• _Aim of the task_
Report how many lines in the records carry the string "Спортивна", and give no further text.

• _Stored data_
════
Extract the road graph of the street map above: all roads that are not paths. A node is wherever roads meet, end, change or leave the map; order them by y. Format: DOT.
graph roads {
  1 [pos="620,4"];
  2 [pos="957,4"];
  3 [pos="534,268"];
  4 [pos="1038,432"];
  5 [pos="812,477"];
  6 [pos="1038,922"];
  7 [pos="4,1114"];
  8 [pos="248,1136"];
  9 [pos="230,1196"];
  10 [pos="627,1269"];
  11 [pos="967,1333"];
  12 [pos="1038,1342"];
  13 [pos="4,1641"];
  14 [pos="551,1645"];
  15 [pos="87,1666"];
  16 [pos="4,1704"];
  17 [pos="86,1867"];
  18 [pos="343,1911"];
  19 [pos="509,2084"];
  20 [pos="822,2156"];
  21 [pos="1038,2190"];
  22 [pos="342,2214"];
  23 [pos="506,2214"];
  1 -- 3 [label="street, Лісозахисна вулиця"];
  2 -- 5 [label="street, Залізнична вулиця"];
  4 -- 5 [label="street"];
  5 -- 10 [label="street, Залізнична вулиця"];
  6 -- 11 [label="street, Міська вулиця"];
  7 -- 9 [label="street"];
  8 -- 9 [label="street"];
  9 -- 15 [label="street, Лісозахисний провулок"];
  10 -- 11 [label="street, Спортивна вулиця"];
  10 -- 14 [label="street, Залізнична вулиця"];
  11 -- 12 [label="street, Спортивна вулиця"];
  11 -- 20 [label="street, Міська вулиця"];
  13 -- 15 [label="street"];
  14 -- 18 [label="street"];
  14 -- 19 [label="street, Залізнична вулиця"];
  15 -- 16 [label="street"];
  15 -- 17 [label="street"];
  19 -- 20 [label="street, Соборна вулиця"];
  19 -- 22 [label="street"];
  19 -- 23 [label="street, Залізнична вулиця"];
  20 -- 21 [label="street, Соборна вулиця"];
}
════
• _Result of the exercise_
2